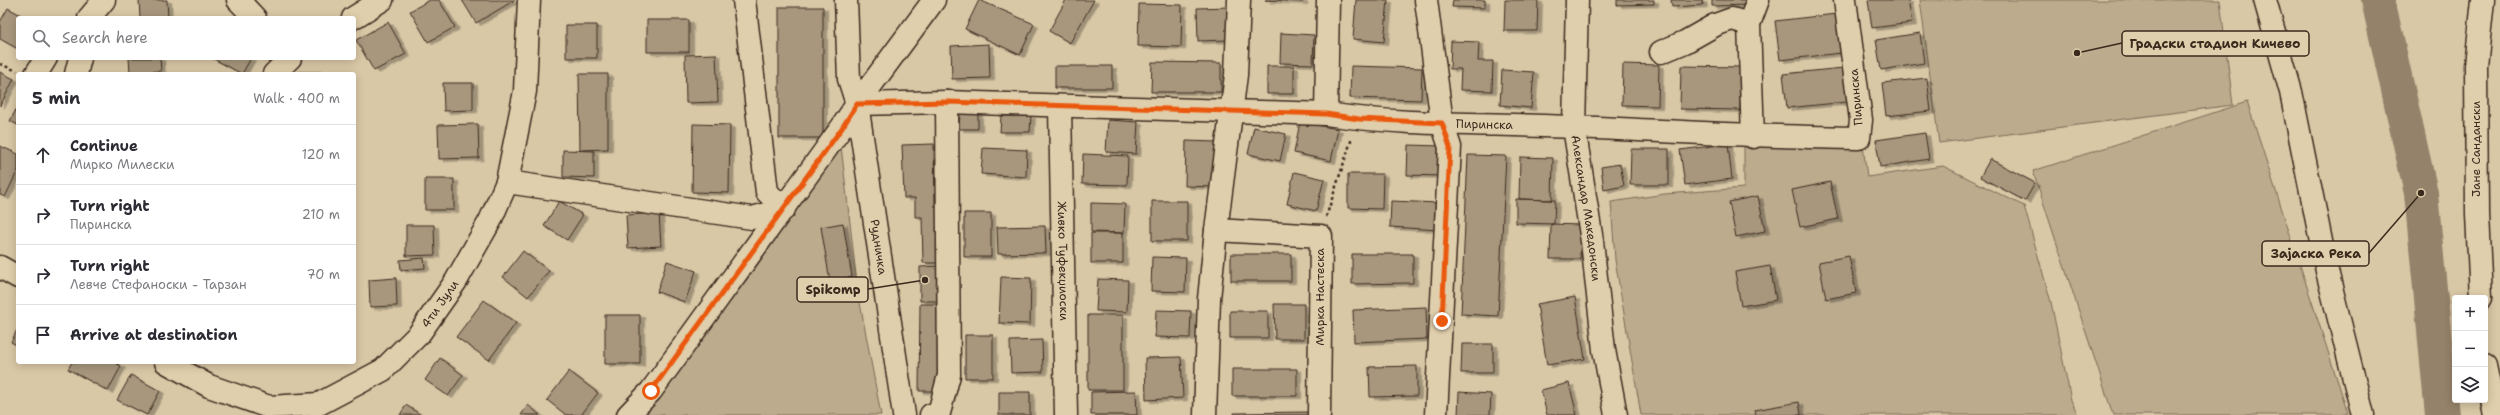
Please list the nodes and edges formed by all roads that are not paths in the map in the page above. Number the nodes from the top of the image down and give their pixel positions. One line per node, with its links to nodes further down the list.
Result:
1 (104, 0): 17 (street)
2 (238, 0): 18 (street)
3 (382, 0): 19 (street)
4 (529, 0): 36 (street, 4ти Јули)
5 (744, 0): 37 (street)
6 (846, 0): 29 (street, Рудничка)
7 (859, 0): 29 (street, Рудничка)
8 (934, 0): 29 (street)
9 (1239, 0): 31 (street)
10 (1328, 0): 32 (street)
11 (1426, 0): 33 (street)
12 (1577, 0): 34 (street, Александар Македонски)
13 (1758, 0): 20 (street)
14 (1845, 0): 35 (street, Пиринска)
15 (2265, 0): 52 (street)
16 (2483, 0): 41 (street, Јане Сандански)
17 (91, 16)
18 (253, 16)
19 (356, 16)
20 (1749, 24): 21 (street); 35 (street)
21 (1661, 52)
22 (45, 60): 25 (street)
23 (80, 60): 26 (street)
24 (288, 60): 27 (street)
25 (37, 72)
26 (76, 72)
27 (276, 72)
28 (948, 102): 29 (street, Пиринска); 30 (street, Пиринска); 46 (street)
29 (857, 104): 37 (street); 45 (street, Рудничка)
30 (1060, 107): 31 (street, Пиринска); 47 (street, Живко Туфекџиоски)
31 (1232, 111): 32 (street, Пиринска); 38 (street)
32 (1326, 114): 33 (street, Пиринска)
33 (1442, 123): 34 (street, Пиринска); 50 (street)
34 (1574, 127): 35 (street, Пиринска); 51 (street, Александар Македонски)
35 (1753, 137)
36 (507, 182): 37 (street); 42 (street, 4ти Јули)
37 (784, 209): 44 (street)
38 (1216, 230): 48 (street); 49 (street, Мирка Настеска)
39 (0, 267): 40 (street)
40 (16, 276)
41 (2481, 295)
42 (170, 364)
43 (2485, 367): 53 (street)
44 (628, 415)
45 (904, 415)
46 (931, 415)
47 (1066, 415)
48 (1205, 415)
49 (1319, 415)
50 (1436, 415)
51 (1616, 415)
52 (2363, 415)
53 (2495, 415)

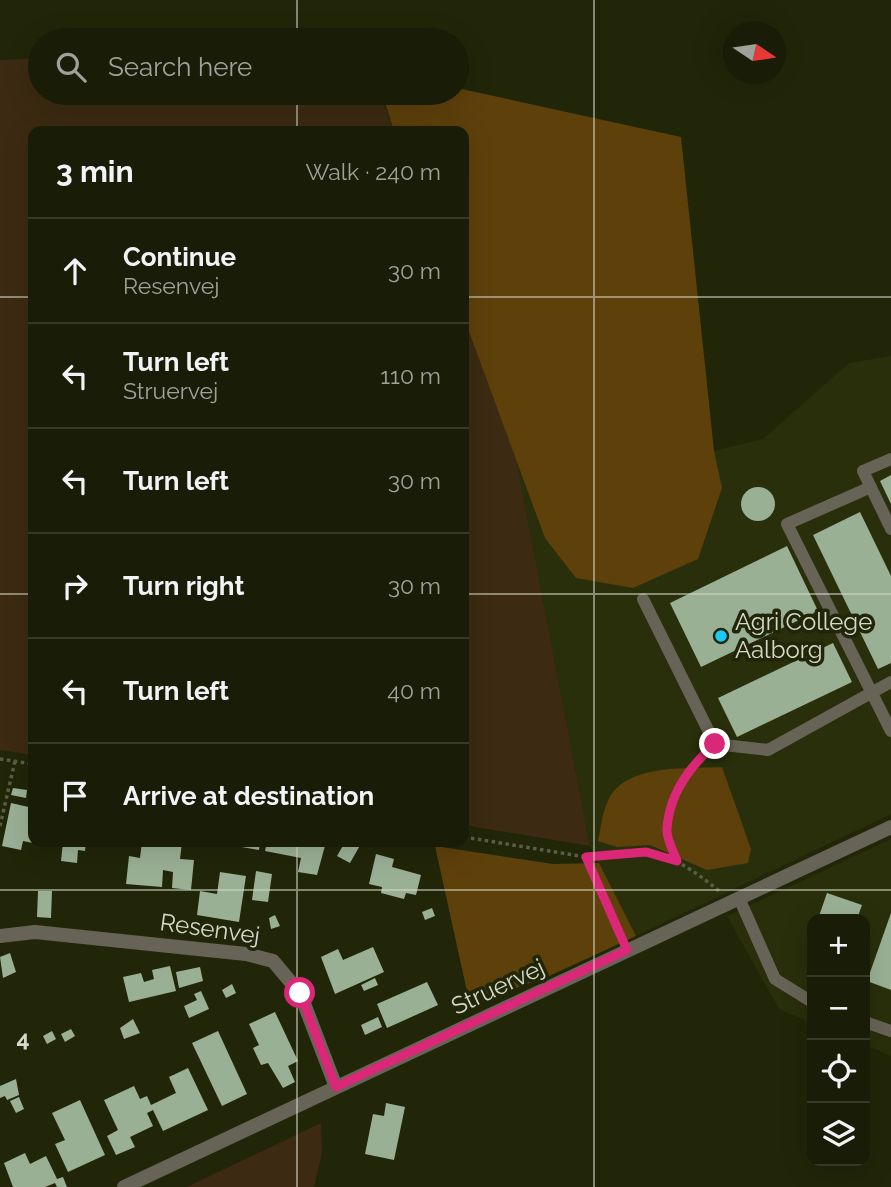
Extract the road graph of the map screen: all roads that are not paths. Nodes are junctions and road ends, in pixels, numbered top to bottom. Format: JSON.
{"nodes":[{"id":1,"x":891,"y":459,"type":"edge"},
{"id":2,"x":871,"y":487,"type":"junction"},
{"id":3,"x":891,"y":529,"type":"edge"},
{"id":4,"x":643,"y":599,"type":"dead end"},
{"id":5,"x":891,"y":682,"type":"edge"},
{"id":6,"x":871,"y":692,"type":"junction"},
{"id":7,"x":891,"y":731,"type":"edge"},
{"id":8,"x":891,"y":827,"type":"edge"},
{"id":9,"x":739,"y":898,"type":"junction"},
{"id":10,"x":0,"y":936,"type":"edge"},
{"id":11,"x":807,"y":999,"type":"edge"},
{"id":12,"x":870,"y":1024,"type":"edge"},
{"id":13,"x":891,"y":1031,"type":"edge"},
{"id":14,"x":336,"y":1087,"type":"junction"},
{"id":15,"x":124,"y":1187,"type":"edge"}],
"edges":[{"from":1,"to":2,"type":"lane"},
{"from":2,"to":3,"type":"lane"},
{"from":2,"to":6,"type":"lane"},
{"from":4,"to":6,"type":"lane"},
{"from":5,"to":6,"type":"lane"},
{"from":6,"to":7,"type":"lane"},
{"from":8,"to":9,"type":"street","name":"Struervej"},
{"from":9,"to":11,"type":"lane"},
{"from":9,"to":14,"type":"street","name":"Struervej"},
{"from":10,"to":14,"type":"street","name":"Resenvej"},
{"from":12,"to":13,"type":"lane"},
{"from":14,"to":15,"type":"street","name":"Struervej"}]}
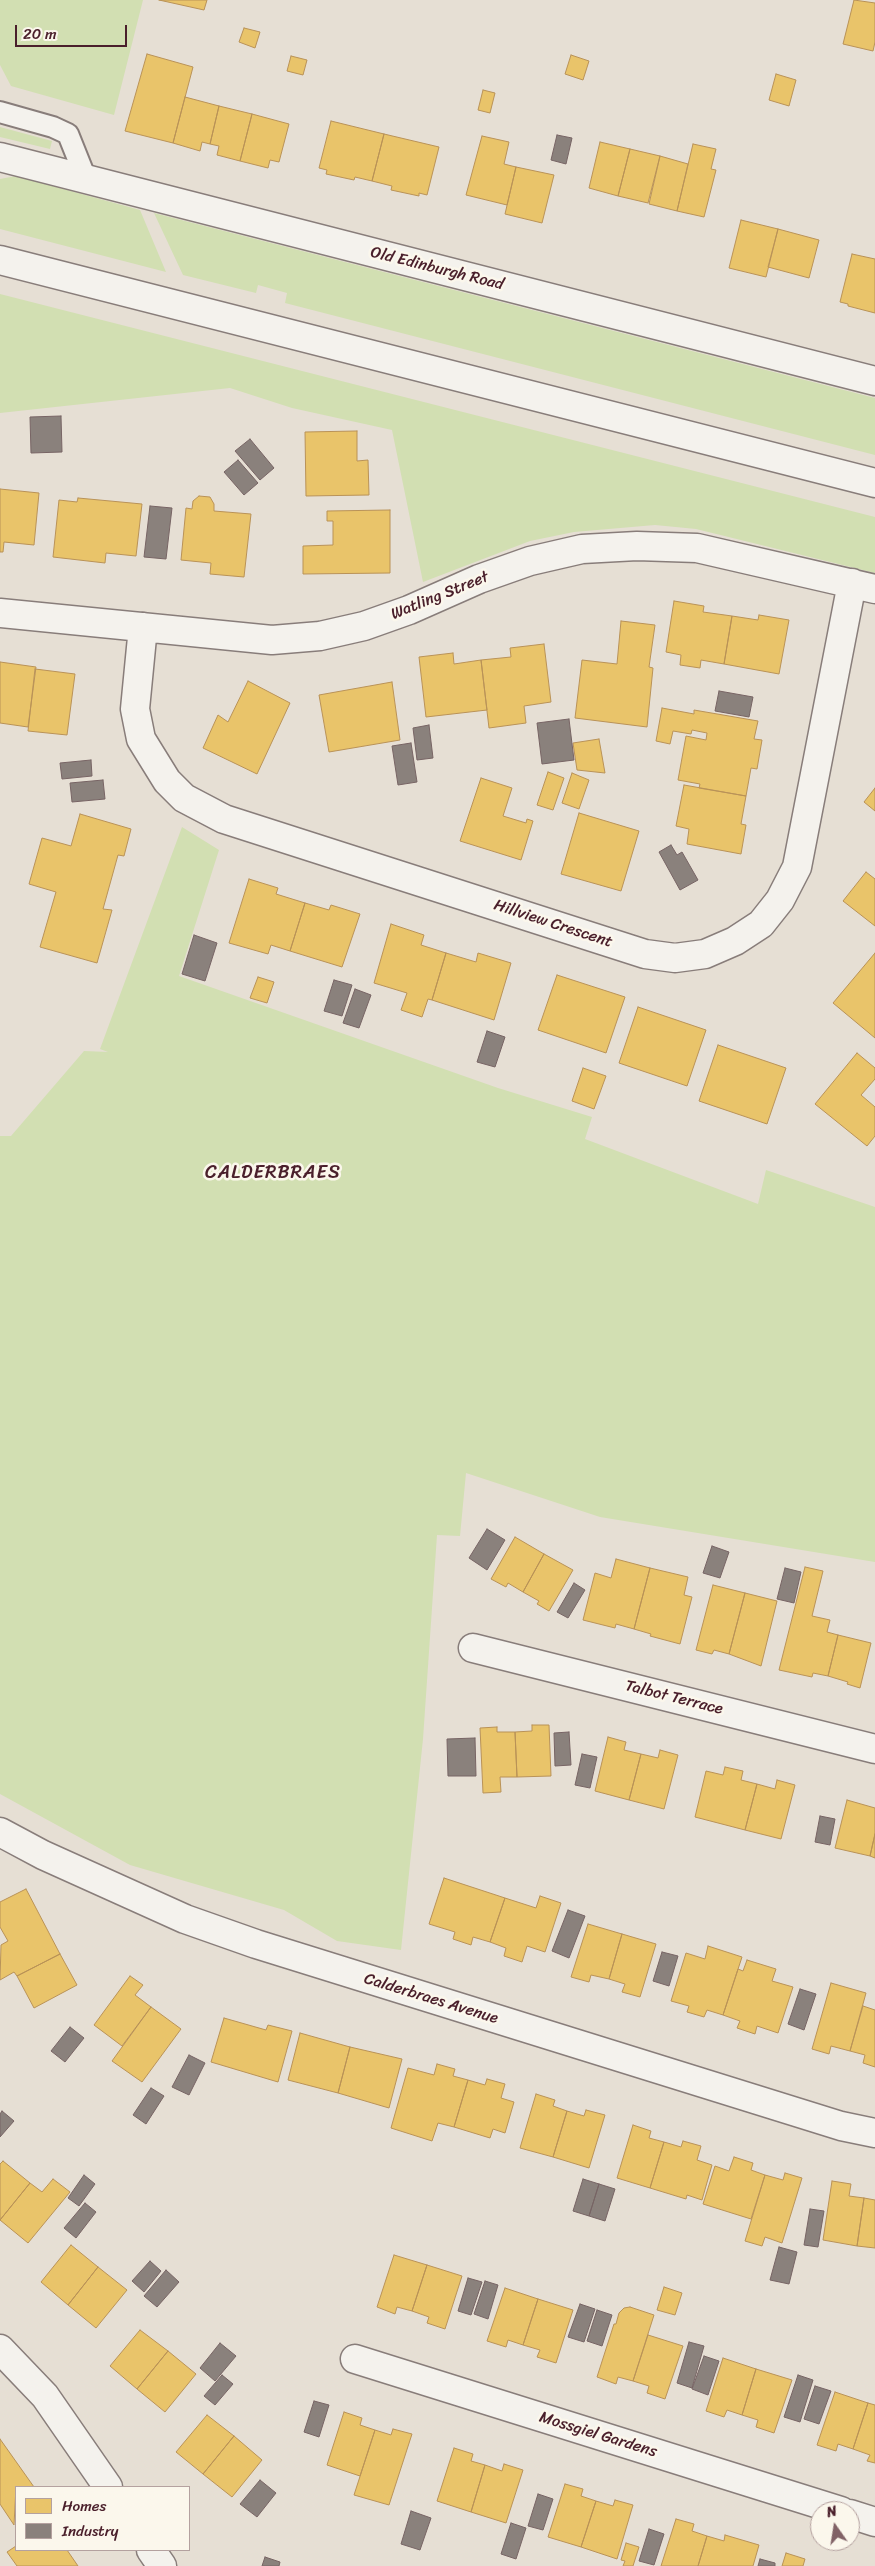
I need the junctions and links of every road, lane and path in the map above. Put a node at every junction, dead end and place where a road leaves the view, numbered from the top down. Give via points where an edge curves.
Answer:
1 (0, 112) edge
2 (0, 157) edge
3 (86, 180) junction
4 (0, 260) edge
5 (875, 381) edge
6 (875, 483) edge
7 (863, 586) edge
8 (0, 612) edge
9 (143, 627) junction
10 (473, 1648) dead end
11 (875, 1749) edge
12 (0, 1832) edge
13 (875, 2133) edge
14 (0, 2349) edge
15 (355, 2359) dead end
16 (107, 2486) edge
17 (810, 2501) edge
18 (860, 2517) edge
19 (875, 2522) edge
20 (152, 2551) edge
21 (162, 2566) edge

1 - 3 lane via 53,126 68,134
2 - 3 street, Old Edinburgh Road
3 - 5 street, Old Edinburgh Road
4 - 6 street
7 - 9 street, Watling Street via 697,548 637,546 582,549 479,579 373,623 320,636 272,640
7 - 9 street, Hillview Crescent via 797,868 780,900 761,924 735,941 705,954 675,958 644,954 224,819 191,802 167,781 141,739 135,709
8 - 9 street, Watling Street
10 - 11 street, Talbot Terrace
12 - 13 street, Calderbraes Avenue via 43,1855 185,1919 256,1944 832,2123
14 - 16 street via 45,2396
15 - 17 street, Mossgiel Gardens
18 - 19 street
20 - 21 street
::::
§ What you should do
Pull out each line of the entries that contains "name".

§ Answer section
{"from":8,"to":9,"type":"street","name":"Struervej"},
{"from":9,"to":14,"type":"street","name":"Struervej"},
{"from":10,"to":14,"type":"street","name":"Resenvej"},
{"from":14,"to":15,"type":"street","name":"Struervej"}]}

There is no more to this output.